Sorry to whine so much. I’ll write something interesting soon. But probably I won’t write as much as I have been. Fuck it all.

Friday, December 08, 2006

Time without Charisma


I think I get it now. Charisma is the emotional experience of believing that you can harness the sort of limitless potential that might be attributed to a deity to transform the world creatively. It is the emotional experience of the new possibility for power felt as liberation from the emotional perception of frustration and monotony derived from the limitations of ordinary life, a frustration that derives from an existential disappointment with life that derives from a tendency of the human imagination to create one-sided images.

The images humans we create evoke strong emotion, the imagination offers hope against life’s many intractable difficulties. However, because the imagination’s images are invariably one-sided, in practice, any attempt to transform the world in accordance with the image meets significant frustration. As most such attempts are bound to failure, this augments the emotional response of excitement when such an attempt appears to work. Weber suggests that this emotion is exceptionally difficult to sustain as the idea becomes an accepted part of mundane, everyday life. The legitimating effect of charisma is not sustainable over time.

Yeah, well fuck that, I thought. Starting when I was very young, I liked the experience of power, the ability to transform objects creatively. Everyday life was boring. I hated its mundane routine. So, sublimely unaware of what I was really feeling or what I felt, I gravitated toward what felt good: the ability to transform objects, particularly myself. I sought to constantly transform myself, to always be becoming. Perpetual revolution. Seeing the change happen liberated me from mundane routine. Yes, I lived by other patterns, highly regimented patterns. But the patterns were my own, not the world’s. And they didn’t bore me because unlike the world’s patterns, they gave me the experience of power.

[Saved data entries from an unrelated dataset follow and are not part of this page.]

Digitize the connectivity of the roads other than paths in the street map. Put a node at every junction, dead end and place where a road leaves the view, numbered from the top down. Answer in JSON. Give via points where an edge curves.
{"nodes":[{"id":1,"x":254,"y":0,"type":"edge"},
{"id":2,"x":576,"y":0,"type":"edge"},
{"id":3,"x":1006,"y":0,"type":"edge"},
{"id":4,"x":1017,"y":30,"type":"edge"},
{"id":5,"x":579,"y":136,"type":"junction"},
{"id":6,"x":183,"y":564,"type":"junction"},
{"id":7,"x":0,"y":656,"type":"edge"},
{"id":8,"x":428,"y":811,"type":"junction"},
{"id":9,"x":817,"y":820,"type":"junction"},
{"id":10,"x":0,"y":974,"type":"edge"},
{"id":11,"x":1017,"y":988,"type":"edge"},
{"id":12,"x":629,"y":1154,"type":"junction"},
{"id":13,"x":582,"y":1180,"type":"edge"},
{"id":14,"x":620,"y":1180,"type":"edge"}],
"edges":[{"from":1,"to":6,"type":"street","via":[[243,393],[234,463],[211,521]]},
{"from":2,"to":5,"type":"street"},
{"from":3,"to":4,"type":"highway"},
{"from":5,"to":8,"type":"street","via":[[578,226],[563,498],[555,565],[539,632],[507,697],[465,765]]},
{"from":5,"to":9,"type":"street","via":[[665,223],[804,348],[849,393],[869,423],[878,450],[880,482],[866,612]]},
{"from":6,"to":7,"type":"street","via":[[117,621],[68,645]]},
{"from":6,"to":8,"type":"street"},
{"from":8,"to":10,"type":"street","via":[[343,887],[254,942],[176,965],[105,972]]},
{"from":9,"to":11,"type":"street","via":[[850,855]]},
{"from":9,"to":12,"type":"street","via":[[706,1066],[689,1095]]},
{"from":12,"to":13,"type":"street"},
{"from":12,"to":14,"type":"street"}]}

MS changed that by slowing my ability to work. I couldn’t really cut back my work, so what happened is that the pace slowed and my ability to focus in sustained bursts, the thing that makes change happen before your eyes. Now change never happens before my eyes. Everything blends into everything else. Life is unpunctuated, feels as if it has no clear segments. It’s, well, a slow boring of hard boards. It takes passion and perspective. I need the passion to keep plugging away. I need the perspective to accept the pace.

The sense that I was always becoming was illusory, as it was largely an effect of making change fit into specific compressed periods. It was the imposition of that structure onto the experience that provided the experience of charisma. I made sure I could see it happen in a way that felt very responsive to my will. The feeling that I just “am” is just as illusory. I’m changing. I’m just not doing it fast enough to generate that ecstatic feeling. But it has other compensations. I’m not bored. So maybe I can be okay with this. Maybe a slow boring of hard boards won’t drive me nuts. I have to think about that.